**TRY IT**
Check every line of the data for the string "bridge" and copy the ones that have it.

___ THE INPUT ___

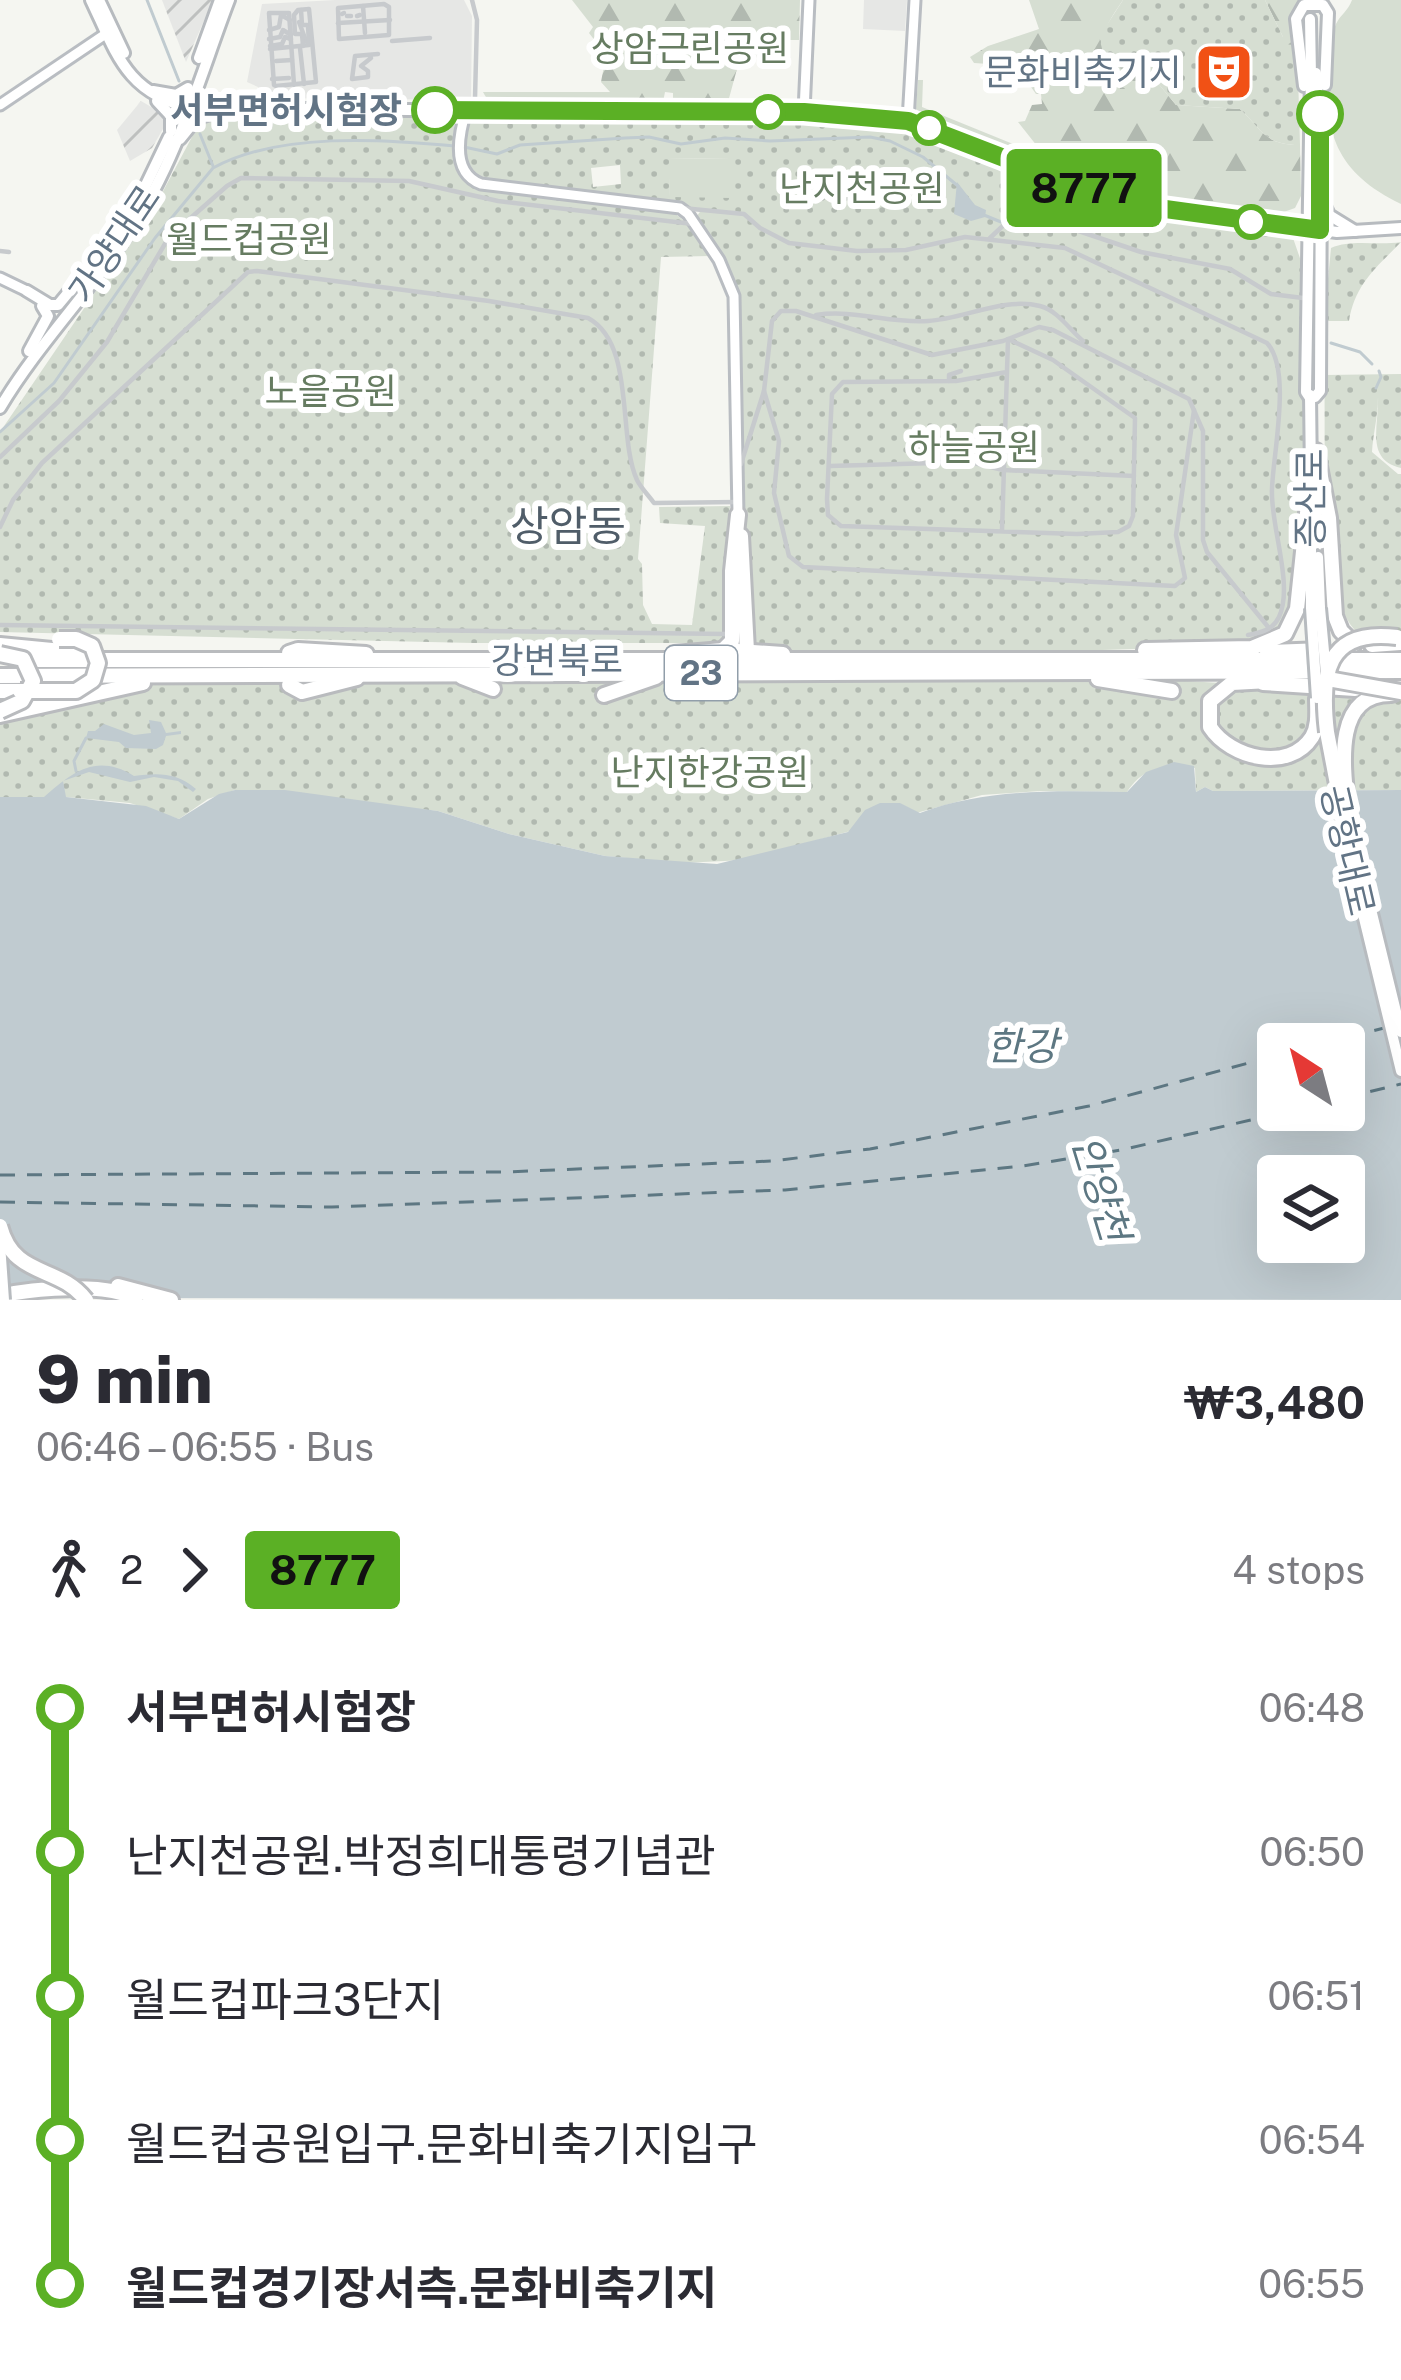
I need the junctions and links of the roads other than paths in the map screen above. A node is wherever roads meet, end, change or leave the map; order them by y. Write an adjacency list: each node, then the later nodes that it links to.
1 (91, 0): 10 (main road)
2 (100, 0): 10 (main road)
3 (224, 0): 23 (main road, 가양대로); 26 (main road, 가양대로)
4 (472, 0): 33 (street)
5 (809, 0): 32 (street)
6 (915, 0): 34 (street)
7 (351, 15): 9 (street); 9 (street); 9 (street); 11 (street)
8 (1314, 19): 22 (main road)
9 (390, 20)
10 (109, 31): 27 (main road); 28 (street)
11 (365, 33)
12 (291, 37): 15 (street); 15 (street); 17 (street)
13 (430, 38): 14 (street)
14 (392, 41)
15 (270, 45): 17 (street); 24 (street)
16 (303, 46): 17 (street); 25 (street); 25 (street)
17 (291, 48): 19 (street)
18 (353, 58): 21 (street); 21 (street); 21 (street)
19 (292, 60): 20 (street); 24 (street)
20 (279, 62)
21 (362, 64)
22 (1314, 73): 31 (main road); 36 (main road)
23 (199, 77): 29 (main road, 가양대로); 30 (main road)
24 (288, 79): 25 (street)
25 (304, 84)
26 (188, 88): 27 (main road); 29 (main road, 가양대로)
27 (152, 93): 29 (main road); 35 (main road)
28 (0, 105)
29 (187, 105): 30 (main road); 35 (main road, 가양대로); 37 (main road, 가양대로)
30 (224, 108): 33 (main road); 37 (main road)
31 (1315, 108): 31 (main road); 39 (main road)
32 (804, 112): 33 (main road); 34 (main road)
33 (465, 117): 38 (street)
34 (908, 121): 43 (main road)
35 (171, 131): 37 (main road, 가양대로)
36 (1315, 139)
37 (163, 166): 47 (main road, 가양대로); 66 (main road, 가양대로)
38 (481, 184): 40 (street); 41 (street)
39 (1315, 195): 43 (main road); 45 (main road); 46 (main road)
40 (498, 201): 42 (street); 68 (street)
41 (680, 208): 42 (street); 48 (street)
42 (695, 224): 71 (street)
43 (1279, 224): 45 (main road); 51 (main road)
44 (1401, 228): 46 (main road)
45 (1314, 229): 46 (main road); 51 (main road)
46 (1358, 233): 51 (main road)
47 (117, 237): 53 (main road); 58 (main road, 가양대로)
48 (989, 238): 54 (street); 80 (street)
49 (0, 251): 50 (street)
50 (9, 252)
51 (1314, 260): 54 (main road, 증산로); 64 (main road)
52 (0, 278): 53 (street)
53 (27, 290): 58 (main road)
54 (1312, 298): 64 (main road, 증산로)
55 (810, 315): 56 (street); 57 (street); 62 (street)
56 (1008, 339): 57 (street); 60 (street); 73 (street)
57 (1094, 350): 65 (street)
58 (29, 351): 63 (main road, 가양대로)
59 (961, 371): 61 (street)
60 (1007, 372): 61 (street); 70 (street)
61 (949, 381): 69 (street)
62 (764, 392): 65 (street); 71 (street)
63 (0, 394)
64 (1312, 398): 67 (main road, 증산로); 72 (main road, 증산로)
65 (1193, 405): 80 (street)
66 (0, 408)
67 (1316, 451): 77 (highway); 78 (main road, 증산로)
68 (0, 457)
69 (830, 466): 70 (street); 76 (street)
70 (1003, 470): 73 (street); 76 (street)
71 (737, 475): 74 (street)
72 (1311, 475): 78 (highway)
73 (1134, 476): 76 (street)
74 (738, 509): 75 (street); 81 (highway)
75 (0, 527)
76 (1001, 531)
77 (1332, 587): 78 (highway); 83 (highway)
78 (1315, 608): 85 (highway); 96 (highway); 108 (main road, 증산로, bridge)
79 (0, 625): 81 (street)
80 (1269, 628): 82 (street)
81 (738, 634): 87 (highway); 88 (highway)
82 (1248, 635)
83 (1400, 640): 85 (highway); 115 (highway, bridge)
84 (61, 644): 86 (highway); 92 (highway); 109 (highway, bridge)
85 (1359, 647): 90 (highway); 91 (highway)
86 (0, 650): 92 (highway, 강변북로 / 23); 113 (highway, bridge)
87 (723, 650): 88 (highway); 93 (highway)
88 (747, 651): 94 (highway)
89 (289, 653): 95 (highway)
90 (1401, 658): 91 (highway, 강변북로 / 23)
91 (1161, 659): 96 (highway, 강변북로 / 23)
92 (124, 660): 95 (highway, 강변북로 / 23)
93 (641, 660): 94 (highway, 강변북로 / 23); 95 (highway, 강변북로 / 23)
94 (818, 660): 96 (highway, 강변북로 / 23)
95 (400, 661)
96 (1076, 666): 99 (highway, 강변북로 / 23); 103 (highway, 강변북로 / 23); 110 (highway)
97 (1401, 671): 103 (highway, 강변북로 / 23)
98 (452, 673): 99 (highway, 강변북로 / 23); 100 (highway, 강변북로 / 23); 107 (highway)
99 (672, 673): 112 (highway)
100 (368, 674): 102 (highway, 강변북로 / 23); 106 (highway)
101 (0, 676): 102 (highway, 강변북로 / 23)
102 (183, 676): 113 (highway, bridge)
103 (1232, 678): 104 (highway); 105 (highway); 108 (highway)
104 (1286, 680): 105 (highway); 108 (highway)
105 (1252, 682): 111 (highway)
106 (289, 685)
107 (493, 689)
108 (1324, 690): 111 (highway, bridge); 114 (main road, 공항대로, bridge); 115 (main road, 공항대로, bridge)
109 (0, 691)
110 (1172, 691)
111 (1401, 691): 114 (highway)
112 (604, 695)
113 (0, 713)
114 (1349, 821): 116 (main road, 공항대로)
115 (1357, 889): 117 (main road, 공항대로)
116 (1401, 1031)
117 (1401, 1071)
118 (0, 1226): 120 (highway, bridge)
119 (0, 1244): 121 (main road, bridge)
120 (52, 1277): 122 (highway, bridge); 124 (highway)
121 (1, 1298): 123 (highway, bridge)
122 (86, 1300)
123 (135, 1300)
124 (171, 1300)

___

**REPLY TO THE EXERCISE**
78 (1315, 608): 85 (highway); 96 (highway); 108 (main road, 증산로, bridge)
83 (1400, 640): 85 (highway); 115 (highway, bridge)
84 (61, 644): 86 (highway); 92 (highway); 109 (highway, bridge)
86 (0, 650): 92 (highway, 강변북로 / 23); 113 (highway, bridge)
102 (183, 676): 113 (highway, bridge)
108 (1324, 690): 111 (highway, bridge); 114 (main road, 공항대로, bridge); 115 (main road, 공항대로, bridge)
118 (0, 1226): 120 (highway, bridge)
119 (0, 1244): 121 (main road, bridge)
120 (52, 1277): 122 (highway, bridge); 124 (highway)
121 (1, 1298): 123 (highway, bridge)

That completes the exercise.